この表はあくまで一般的な傾向です。個人差や体質によって症状の出方は変わるため、次の見出しから、それぞれの虫についてもう少し詳しく解説します。

吸血して跡が腫れるタイプ(蚊・ブヨ・ノミ・マダニ)

もっとも身近な虫刺されです。刺された直後からかゆみが出始め、赤く腫れます。体質によっては大きく腫れることもありますが、通常は数日で治まります。

ブヨ・アブ

ブヨやアブに刺されたときの最大の特徴は、刺された瞬間はほとんど痛みを感じないのに、数時間後に強いかゆみと腫れが出てくることです。「蚊に刺されたと思っていたら、後からどんどん腫れて熱を持ってきた」という場合は、ブヨの可能性があります。腫れが硬く、なかなか引かないときの詳しい対処法は「ブヨの生息地に行くなら予防方法と治療法を知っておこう!!」で解説しています。

ノミ

足首やすね、ウエスト周りなど、下半身に複数箇所まとめて刺されることが多いのが特徴です。ペットを飼っている家庭や、草むらに入った後に多く見られます。

マダニ

マダニは咬みついた状態のまま皮膚に留まることが多く、無理に引きはがそうとすると、口の部分が皮膚内に残って化膿の原因になることがあります。マダニが皮膚に食いついているのを見つけたら、自分で抜こうとせず、皮膚科などの医療機関で処置してもらいましょう。マダニは感染症を媒介することがあるため、慎重な対応が必要です。

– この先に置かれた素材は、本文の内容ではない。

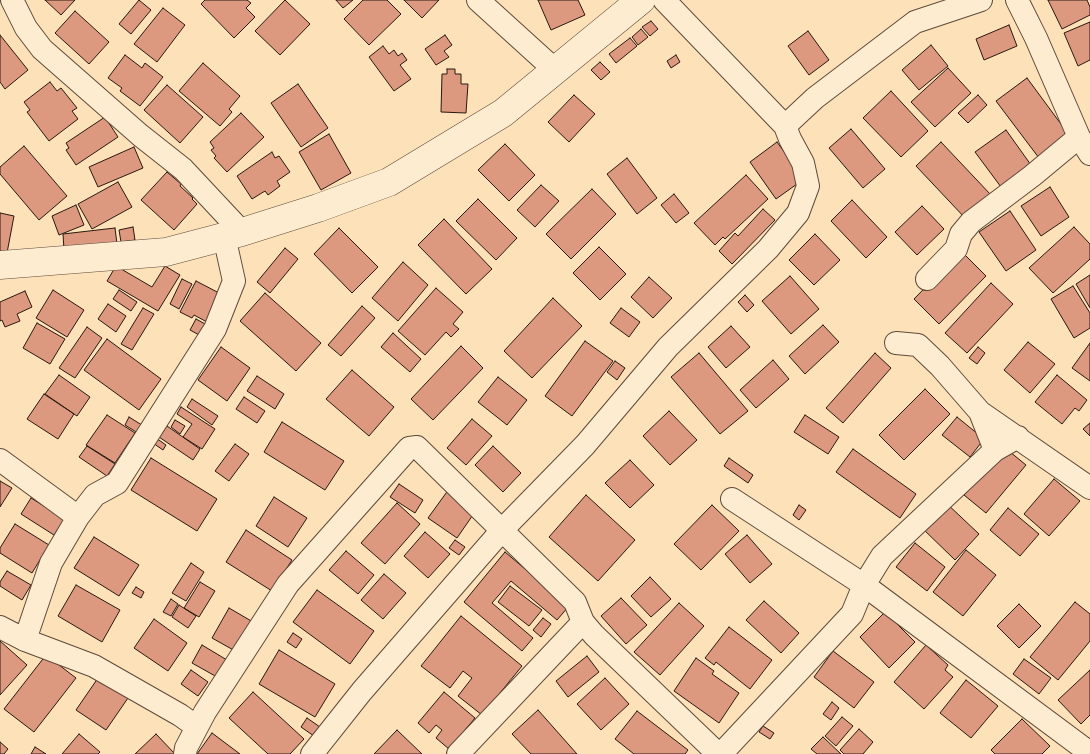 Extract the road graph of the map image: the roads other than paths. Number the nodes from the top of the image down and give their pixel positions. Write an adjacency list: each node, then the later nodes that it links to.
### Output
1 (12, 0): 10 (street)
2 (478, 0): 7 (street)
3 (642, 0): 7 (street)
4 (664, 0): 8 (street)
5 (981, 0): 8 (street)
6 (1017, 0): 9 (street)
7 (555, 70): 10 (street)
8 (785, 126): 21 (street)
9 (1084, 146): 12 (street)
10 (233, 234): 11 (street); 20 (street)
11 (0, 265)
12 (926, 280)
13 (896, 344): 14 (street)
14 (980, 412): 15 (street); 16 (street)
15 (1018, 437): 16 (street); 18 (street)
16 (995, 450): 22 (street)
17 (0, 460): 20 (street)
18 (1090, 488)
19 (732, 500): 22 (street)
20 (78, 517): 25 (street)
21 (503, 529): 23 (street); 26 (street); 29 (street)
22 (864, 585): 27 (street); 31 (street)
23 (583, 622): 30 (street); 31 (street)
24 (0, 627): 25 (street)
25 (25, 640): 26 (street)
26 (197, 727): 28 (street)
27 (1086, 744)
28 (185, 754)
29 (312, 754)
30 (458, 754)
31 (720, 754)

刺されると痛い・咬まれるタイプ(ハチ・ムカデ・クモ)

ハチ

刺された瞬間に強い痛みがあり、その後腫れが広がります。じんましんが全身に広がる、息苦しさやめまいを感じる、意識がもうろうとするといった症状が出た場合は、アナフィラキシーショックの可能性があるため、様子を見ずに直ちに救急を受診してください。特に、過去にハチに刺されたことがある人は、2回目以降の刺傷でアナフィラキシーが起こりやすいとされています。

ムカデ

咬まれた瞬間に強い痛みがあり、2点の咬み跡が特徴です。患部は熱を持って赤く腫れます。ハチと症状が似ていますが、咬み跡が2点あることや、屋内・物陰で遭遇しやすいという状況から見分けられることが多いです。

クモ

日本国内でクモに咬まれることは多くありませんが、セアカゴケグモなど毒を持つ種類も生息しています。強い痛みや水ぶくれ、広がる腫れが見られる場合は、自己判断せず受診しましょう。

触れるだけで炎症を起こすタイプ(毛虫・やけど虫)

毛虫(チャドクガなど)

直接触れていなくても、風で飛んできた毛が皮膚につくだけで、細かい発疹とかゆみが広範囲に出ることがあります。症状は数時間後に出ることが多く、原因に気づきにくいのが特徴です。

やけど虫(ハネカクシ)

虫自体に毒があるわけではなく、体液が皮膚につくことで、線状のやけどのような水ぶくれができます。潰れた虫を無意識に手で払うと、その部分に症状が線状に広がることがあります。

水ぶくれができたときの正しい対処法

虫刺されで水ぶくれができても、絶対に自分で潰さないでください。水ぶくれの中の皮膚はまだ薄く、潰すと細菌が入り込みやすくなり、「とびひ」のような感染症を引き起こすことがあります。患部を清潔に保ち、かかないようにガーゼなどで保護しましょう。

湿布・冷やすケアの基本

虫刺されのかゆみ・腫れには、まず患部を冷やすのが基本です。保冷剤や氷水をハンカチやタオルで包んで軽く当てると、冷たすぎず調整しやすくおすすめです。冷やすことで血管が収縮し、腫れやかゆみの原因物質が広がるのを抑える効果が期待できます。ずっと同じ場所を冷やし続けるのが難しいときは、湿布や冷えピタで代用しても構いませんが、冷却力は保冷剤より弱く、貼りっぱなしにすると蒸れるため、こまめに貼り替えましょう。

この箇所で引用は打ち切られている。